Beijing's tepid stance stems from a long-standing view that, although the United States seeks to split and Westernize it, China must rely on trade and exchanges with the U.S. to modernize. Therefore, Beijing's unstated policy toward Washington, to use a Chinese saying, is to taoguang yanghui, or conceal its abilities and bide its time until becoming stronger.
"When you look at the options for retribution, there's not much China can do now that won't harm its own interests in the process," said a government researcher speaking on condition of anonymity.
More broadly, the role of Chinese foreign policy as conceived by the late leader Deng Xiaoping is to ensure a stable international environment for the country's economic development.
The nation's traditionally inward-looking politics are already gripped by the run-up to next year's 16th Communist Party Congress, which will produce a new generation of leaders, even as the government battles corruption, the Falun Gong spiritual group and unrest among unemployed workers and farmers.
Nor can China afford to endanger its bids to host the 2008 Olympics and join the World Trade Organization. Meanwhile, domestic politics and poor bureaucratic communications have hampered China's ability to respond effectively to international crises.
For about nine hours after a U.S. reconnaissance plane collided with a Chinese fighter jet in April, for example, telephone calls from exasperated U.S. officials went unanswered as Chinese leaders huddled, trying to assess what was happening on Hainan island, where the plane had landed, and forging a consensus on how to explain the incident to their domestic audience.
Even when U.S. Ambassador Joseph W. Prueher finally got through to the Foreign Ministry, the Chinese side "was still not clear about what exactly had happened," the government researcher said. "Not even the military in Beijing could find out the exact situation from the military in Hainan."
China's tortuous decision-making process "makes the entire relationship less manageable and makes it harder for Chinese leaders to make commitments and deliver on them," said Robert Ross, a China specialist at Boston College.
In an unpublicized effort to devise ways of better handling emerging crises, China last year assembled a Security Leadership Working Group, vaguely akin to the U.S. National Security Council.

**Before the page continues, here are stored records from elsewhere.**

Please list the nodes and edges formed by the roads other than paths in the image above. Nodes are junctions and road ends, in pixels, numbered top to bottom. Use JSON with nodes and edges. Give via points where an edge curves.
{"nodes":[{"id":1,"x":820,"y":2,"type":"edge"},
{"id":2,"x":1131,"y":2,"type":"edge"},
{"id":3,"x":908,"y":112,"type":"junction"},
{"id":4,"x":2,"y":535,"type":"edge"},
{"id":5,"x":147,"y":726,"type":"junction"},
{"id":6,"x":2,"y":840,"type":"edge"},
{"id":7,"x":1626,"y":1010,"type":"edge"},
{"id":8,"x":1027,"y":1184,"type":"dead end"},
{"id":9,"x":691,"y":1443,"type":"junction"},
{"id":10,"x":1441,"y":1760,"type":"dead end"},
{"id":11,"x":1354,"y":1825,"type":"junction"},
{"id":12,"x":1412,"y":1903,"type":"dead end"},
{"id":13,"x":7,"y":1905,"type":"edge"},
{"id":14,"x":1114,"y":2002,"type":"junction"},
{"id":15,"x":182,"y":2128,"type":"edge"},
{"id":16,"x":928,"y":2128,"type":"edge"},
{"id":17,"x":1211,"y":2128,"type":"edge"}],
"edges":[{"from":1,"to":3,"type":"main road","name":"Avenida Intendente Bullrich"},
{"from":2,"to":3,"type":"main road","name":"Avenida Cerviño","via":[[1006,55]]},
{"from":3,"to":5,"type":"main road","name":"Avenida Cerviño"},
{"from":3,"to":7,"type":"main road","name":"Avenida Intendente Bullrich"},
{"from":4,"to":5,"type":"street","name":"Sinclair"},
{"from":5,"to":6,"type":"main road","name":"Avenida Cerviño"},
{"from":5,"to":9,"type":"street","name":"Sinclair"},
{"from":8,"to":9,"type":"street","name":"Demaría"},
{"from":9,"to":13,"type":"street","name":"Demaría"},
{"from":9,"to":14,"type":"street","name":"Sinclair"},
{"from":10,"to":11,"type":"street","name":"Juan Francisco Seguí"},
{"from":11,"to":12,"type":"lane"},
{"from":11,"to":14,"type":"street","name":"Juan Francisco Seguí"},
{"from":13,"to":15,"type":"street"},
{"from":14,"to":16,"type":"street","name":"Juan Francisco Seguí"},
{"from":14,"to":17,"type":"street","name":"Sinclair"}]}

But the group, headed by President Jiang Zemin, is basically an ad hoc committee of the same leaders who handle other matters of state, not a permanent, staffed bureaucracy like the NSC.
"It has no transparency, and its limits of power are poorly defined," Beijing University's Zhu said.
The recent slew of disputes with Washington has Chinese analysts asking themselves where they went wrong in assessing the incoming Bush administration. Zhu said the Chinese had been confident that, as in the cases of previous U.S. presidents, Bush's campaign-trail bluster would give way to pragmatism once he got in office.
"Bush's performance has given us all a big surprise," Zhu said. "We didn't think there would be such a big change."
But Beijing's wait-and-see attitude may yet serve it well, because Bush's tone on China has softened. While the president still apparently sees China as a strategic competitor, he recently advocated renewal of China's normal trading status by reiterating the line of his predecessor, President Clinton, that the emergence of a strong and stable China is in the United States' best interests.
Still, analysts fear that China's moderate course could embolden U.S. hard-liners to ratchet up pressure on Beijing, provoking it until it has no choice but to retaliate.
"We're out there pushing an envelope," said Boston College's Ross, "and we don't know where China will draw a red line."